### TASK STATEMENT
In the records below, find every line that contains "roads" and list it.

### RECORDS FOR PROCESSING
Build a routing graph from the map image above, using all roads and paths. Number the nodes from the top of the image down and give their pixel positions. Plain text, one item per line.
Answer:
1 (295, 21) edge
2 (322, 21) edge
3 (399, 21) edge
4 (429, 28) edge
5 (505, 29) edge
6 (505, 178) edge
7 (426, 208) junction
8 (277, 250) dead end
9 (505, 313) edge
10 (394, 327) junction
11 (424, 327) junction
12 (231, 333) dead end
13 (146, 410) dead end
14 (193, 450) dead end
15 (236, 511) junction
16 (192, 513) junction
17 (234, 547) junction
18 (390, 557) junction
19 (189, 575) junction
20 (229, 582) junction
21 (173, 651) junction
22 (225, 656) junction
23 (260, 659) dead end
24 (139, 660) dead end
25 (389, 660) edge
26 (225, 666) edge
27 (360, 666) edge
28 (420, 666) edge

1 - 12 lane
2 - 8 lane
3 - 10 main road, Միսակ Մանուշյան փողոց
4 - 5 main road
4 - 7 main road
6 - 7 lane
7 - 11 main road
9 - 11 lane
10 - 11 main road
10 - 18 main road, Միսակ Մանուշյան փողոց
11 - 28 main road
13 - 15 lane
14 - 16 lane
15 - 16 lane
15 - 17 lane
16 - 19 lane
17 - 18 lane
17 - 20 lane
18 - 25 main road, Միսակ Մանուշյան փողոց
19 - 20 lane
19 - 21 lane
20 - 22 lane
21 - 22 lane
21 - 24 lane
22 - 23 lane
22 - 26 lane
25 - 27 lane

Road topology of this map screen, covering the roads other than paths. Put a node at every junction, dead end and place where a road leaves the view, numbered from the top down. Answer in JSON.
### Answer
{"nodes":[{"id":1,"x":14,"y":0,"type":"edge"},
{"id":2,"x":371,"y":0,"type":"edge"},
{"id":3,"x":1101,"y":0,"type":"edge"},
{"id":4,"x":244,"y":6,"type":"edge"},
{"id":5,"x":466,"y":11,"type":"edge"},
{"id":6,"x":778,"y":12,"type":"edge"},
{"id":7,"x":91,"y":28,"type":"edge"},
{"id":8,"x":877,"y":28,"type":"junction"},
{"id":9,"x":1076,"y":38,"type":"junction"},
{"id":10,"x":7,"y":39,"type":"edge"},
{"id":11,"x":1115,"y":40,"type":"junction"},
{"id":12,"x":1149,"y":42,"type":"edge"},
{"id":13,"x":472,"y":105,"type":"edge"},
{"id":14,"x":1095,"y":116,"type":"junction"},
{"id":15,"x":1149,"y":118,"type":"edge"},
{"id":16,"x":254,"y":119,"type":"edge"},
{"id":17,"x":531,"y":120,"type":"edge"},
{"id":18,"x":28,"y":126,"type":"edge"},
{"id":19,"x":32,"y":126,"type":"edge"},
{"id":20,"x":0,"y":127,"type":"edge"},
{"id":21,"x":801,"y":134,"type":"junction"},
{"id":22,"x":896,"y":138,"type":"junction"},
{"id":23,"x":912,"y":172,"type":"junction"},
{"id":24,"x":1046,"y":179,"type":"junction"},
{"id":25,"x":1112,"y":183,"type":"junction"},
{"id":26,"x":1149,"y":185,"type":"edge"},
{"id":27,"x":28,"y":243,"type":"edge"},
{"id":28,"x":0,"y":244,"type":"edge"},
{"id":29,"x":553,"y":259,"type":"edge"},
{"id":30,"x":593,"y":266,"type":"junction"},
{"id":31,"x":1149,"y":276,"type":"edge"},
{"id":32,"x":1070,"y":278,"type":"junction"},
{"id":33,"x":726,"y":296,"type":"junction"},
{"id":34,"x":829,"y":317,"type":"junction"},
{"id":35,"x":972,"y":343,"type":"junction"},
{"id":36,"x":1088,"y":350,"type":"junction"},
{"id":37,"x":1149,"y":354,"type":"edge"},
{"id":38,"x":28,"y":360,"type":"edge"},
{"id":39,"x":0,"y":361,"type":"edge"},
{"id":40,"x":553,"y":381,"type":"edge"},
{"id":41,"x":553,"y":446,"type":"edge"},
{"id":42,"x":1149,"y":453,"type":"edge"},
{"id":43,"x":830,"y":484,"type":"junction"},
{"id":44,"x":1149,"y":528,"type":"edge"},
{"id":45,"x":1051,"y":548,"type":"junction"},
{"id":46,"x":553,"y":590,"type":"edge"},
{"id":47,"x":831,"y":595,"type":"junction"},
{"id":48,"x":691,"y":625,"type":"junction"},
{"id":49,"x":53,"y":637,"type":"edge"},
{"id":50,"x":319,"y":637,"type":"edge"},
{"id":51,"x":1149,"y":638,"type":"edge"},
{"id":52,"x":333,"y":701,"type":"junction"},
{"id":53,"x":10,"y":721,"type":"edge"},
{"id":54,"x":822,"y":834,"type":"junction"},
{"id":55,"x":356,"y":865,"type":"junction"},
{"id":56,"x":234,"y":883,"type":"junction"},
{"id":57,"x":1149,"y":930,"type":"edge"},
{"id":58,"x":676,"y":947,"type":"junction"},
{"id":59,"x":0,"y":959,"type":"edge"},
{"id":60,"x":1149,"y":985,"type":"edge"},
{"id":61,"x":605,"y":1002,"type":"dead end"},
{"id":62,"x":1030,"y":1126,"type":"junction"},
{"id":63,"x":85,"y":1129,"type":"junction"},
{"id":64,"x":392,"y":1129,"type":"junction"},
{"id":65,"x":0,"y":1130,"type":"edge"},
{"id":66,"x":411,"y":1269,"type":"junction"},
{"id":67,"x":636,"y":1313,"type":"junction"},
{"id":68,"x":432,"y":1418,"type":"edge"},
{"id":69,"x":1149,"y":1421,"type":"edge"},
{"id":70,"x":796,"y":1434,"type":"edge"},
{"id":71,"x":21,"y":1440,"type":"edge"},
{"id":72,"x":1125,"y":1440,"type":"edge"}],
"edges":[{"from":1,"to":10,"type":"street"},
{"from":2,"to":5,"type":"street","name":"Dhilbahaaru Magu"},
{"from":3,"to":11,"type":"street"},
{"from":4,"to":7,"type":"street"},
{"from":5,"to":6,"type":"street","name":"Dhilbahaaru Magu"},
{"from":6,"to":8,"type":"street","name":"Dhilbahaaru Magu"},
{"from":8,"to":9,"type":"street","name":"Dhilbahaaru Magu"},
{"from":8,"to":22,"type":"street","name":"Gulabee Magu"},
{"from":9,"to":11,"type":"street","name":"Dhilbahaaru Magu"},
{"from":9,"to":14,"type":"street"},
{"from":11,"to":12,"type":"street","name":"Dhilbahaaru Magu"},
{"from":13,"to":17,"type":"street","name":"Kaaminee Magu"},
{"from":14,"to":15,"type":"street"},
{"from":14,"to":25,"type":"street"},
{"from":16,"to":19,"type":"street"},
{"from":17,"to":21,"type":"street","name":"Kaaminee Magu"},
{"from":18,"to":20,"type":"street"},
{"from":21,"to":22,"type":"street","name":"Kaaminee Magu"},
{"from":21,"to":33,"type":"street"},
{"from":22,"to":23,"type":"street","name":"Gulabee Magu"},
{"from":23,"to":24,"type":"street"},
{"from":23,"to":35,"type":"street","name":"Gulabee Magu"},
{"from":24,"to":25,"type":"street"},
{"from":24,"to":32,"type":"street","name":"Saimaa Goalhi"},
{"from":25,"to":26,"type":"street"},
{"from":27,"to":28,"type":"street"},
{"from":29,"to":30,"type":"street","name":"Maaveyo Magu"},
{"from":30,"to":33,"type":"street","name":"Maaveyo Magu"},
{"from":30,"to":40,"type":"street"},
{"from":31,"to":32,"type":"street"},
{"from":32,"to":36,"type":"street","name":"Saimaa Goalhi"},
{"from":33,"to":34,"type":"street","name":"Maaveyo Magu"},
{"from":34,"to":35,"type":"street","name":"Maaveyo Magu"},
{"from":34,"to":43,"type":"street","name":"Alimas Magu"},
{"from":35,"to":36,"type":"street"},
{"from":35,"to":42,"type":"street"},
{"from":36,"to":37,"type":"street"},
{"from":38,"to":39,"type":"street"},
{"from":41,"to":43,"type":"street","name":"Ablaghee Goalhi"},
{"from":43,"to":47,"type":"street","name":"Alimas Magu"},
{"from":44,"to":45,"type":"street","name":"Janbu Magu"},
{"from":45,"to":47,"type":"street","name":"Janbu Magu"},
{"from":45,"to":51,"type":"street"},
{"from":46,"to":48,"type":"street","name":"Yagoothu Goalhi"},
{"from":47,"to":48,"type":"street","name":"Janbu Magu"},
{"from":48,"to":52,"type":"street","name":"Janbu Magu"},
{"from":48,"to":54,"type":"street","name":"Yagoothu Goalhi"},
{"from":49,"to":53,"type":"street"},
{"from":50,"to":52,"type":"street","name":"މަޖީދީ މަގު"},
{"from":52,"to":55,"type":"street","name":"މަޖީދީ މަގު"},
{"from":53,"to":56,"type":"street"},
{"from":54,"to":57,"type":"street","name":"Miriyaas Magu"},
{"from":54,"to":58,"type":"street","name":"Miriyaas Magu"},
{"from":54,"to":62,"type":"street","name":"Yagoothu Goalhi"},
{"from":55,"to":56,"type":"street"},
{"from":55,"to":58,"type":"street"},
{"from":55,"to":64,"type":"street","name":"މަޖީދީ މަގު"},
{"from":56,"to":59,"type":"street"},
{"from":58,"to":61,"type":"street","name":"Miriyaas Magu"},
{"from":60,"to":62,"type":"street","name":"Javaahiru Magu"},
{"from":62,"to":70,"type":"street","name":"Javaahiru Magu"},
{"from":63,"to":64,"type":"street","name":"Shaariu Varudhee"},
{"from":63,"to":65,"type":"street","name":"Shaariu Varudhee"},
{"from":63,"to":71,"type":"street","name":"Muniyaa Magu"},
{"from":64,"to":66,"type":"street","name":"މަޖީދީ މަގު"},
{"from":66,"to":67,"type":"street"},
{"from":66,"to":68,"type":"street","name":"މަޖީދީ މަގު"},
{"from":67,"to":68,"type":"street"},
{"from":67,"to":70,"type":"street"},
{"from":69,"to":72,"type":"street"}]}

### EXERCISE RESPONSE
Build a routing graph from the map image above, using all roads and paths. Number the nodes from the top of the image down and give their pixel positions. Plain text, one item per line.
Road topology of this map screen, covering the roads other than paths. Put a node at every junction, dead end and place where a road leaves the view, numbered from the top down. Answer in JSON.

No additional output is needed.